Tuesday, July 12, 2011

Computers see tropical system for S.C. coast

In the midst of all this talk about heat and high humidity, here's something else to think about.

Two of the more highly regarded computer models are hinting at the development of a tropical system late this weekend or early next week off the Carolinas coast.

It's certainly well before the peak of the tropical weather season, but records show that a storm forms off the Southeast Coast once every two years, on average. So it's not beyond the realm of possibility.

We're not talking about Hurricane Hugo here. The GFS and European models show some sort of tropical low or weak tropical storm forming off the South Carolina coast, then meandering along the coast for a day before sprinting out to sea and intensifying (after it leaves the coast).

The catalyst for this formation would be a cold front that is expected to plow into our region late Wednesday and push into southern South Carolina and Georgia by later Thursday or Friday. The idea, according to the computers, is that low pressure would form along the front and then take on tropical characteristics.

It could mean some big-time rain for the eastern half of South Carolina and probably southeast North Carolina. That's an area still suffering from drought, and heavy rain would do wonders in helping put out some stubborn wildfires.

We'll keep an eye on this over the next few days, because while the system would be too far away from Charlotte for much local impact, it certainly could provide a rainy day (or two) at the beach for local folks down there on vacation.

Dew Points: The real culprit in our current heat wave is the humidity, which can be measured by looking at dew point temperatures.

While the actual air temperature has climbed near 100 degrees in some places Tuesday afternoon, it's the dew point readings that are crazy high. Albemarle's reading at 2 p.m. was 81 degrees. Keep in mind that anything above 65 is humid, and anything above 70 is nasty. An 81-degree dew point temperature is like something you'd find on the Saudi Arabian coast.

Speaking of which ... the supposed world record for highest dew point temperature is 95, set July 8, 2003, in the Saudi city of Dhahrain.


Anonymous said...

So what is the Charlotte dewpoint record, and the NC record?

nimbus3553 said...

95 degree dewpoint, but what temp?? 94 d.p.and 120 degrees F. (not out the question in a desert),= 50% r.h. ... not too shabby. 96 d.p. and 110 degrees F. = 70% r.h. now that sucks.

Anonymous said...

You weather guys keep telling us it's not the temp, it's the humidity, and then you tell us what the temps will be the next few days. Is the humidity going to go down!?! If not who cares if the temps will only get to 85 next week!?!

Anonymous said...

Love this blog! It's so interesting. I learn more and more about the still emerging science of predicting weather.

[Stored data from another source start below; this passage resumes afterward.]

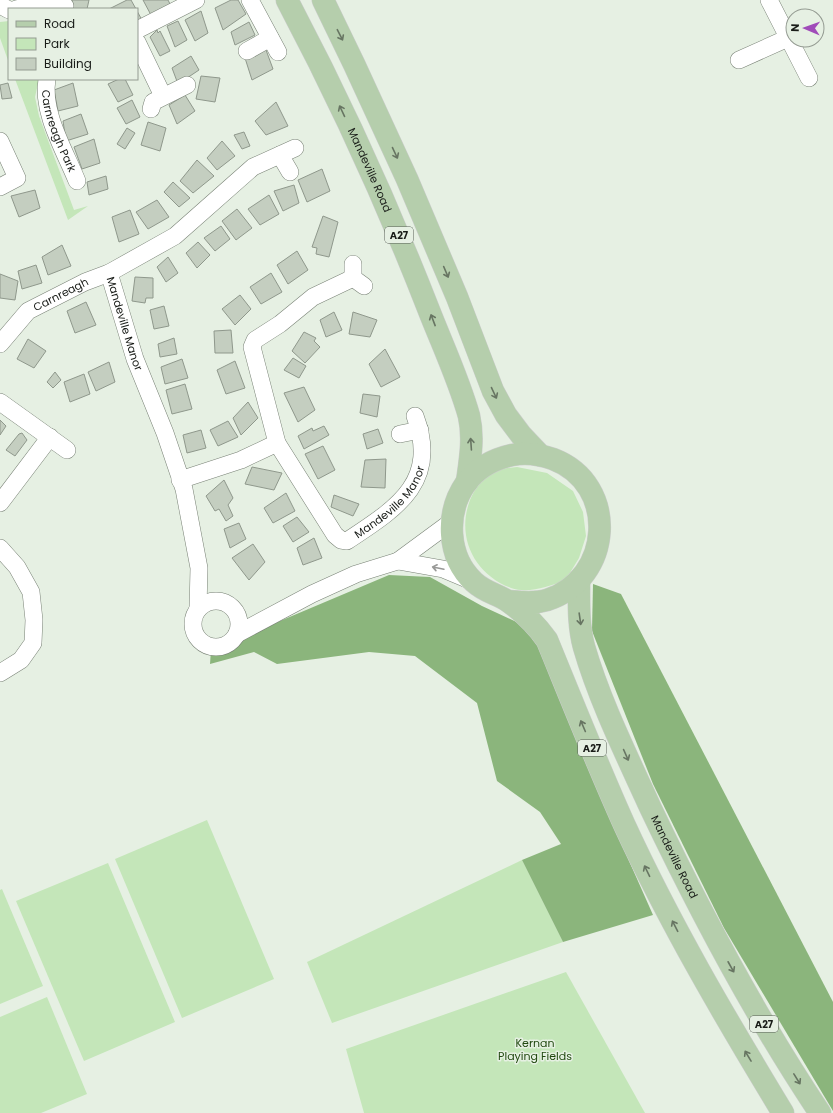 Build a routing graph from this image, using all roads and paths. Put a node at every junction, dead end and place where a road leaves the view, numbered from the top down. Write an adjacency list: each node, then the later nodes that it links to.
1 (196, 0): 8 (street)
2 (250, 0): 13 (street)
3 (287, 0): 36 (main road, Mandeville Road / A27, one-way to 3)
4 (323, 0): 34 (main road, A27, one-way to 34)
5 (770, 0): 9 (street)
6 (65, 5): 7 (street)
7 (20, 8)
8 (138, 29)
9 (785, 32)
10 (785, 39): 14 (street)
11 (138, 44): 18 (street)
12 (793, 48): 15 (street)
13 (247, 51)
14 (739, 60)
15 (809, 78)
16 (47, 80): 24 (street, Carnreagh Park)
17 (187, 85): 18 (street)
18 (163, 96): 19 (street)
19 (151, 109)
20 (0, 141): 25 (street)
21 (296, 148): 22 (street, Mandeville Manor)
22 (280, 155): 23 (street); 26 (street, Mandeville Manor)
23 (290, 172)
24 (77, 181)
25 (0, 187)
26 (109, 273): 28 (street, Carnreagh); 35 (street, Mandeville Manor)
27 (356, 276): 32 (street, Mandeville Manor)
28 (3, 335)
29 (0, 402): 31 (street)
30 (400, 434): 32 (street, Mandeville Manor)
31 (50, 437): 33 (street); 37 (street)
32 (278, 442): 35 (street)
33 (68, 450)
34 (540, 454): 36 (main road, A27); 42 (main road, A27)
35 (180, 480): 41 (street, Mandeville Manor)
36 (467, 482): 38 (main road, A27)
37 (0, 503)
38 (451, 522): 40 (street, Mandeville Manor); 43 (main road, A27)
39 (0, 548): 50 (street)
40 (398, 560): 43 (street, Mandeville Manor, one-way to 40); 48 (street, Mandeville Manor)
41 (198, 568): 44 (street, Mandeville Manor); 46 (street, Mandeville Manor)
42 (580, 580): 45 (main road, A27); 52 (main road, Mandeville Road / A27, one-way to 52)
43 (474, 582): 45 (main road, A27)
44 (214, 601): 46 (street); 47 (street, Mandeville Manor)
45 (508, 601): 51 (main road, A27, one-way to 45)
46 (198, 609): 49 (street, Mandeville Manor)
47 (235, 612): 48 (street, Mandeville Manor); 49 (street)
48 (272, 614): 49 (street, Mandeville Manor)
49 (237, 634)
50 (0, 673)
51 (783, 1113)
52 (820, 1113) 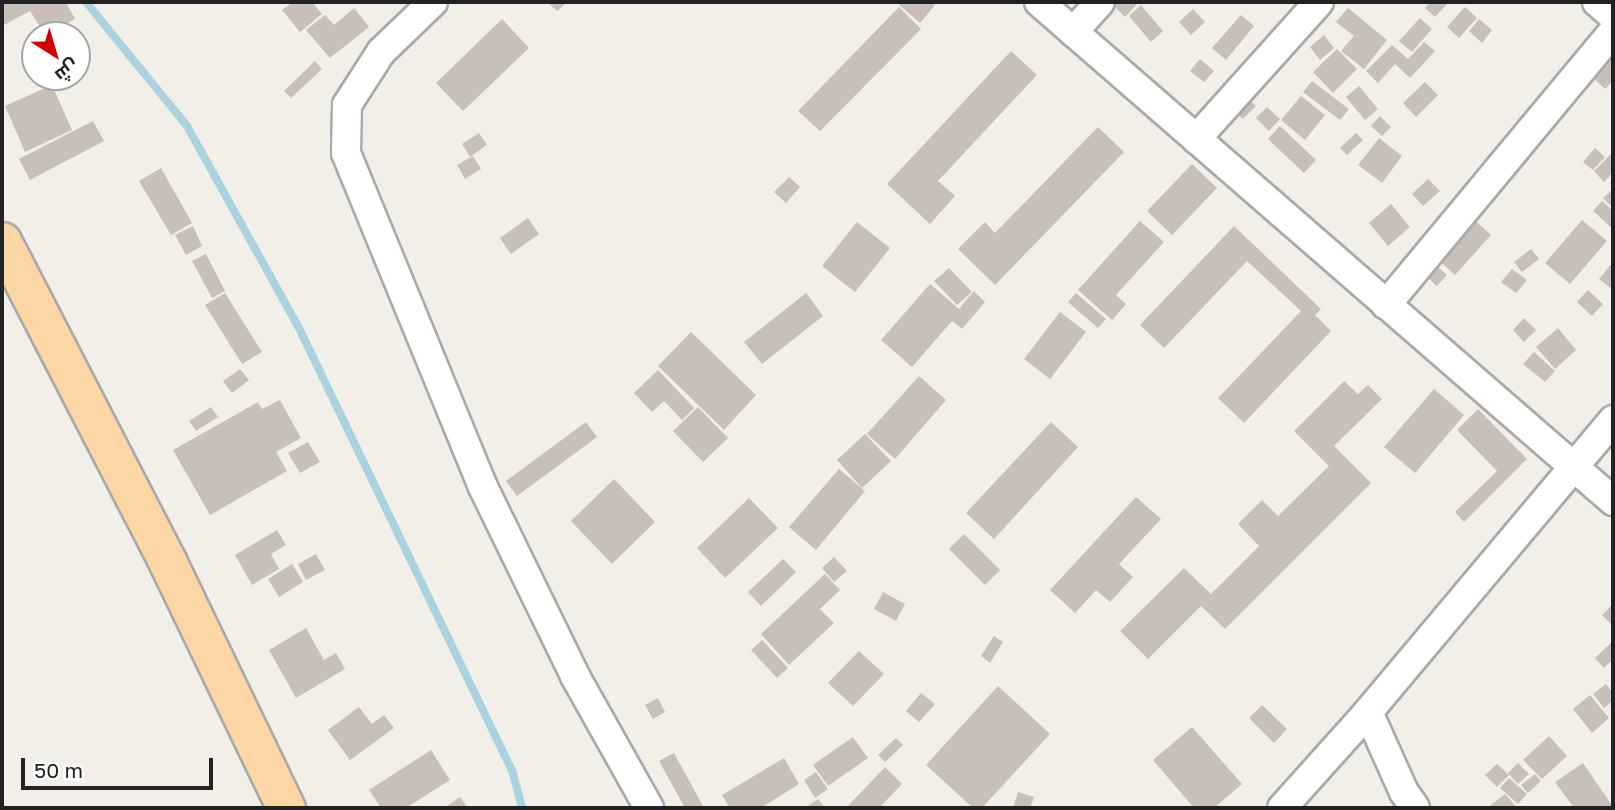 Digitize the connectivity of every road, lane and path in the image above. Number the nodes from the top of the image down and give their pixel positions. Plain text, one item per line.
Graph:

This is the type of thing that never gets reported on since it's such a minor system but is just interesting to discover more about.


Anonymous said...

What gets me is the duplicity of how those numbers are calculated.

One forecaster says, "You calculate the relative humidity using the temperature and the dewpoint." (dewpoint of 52 and temp of 80 = rh of 65%)

So you ask, "How do you find the dewpoint?"

"Simple! You just use the dewpoint and the temperature!" (rh of 65 and temp of 80 = dewpoint of 52)

OK. So relative humidity and dewpoint are caclulated numbers. How do you get the MEASUREMENT of humidity in the air?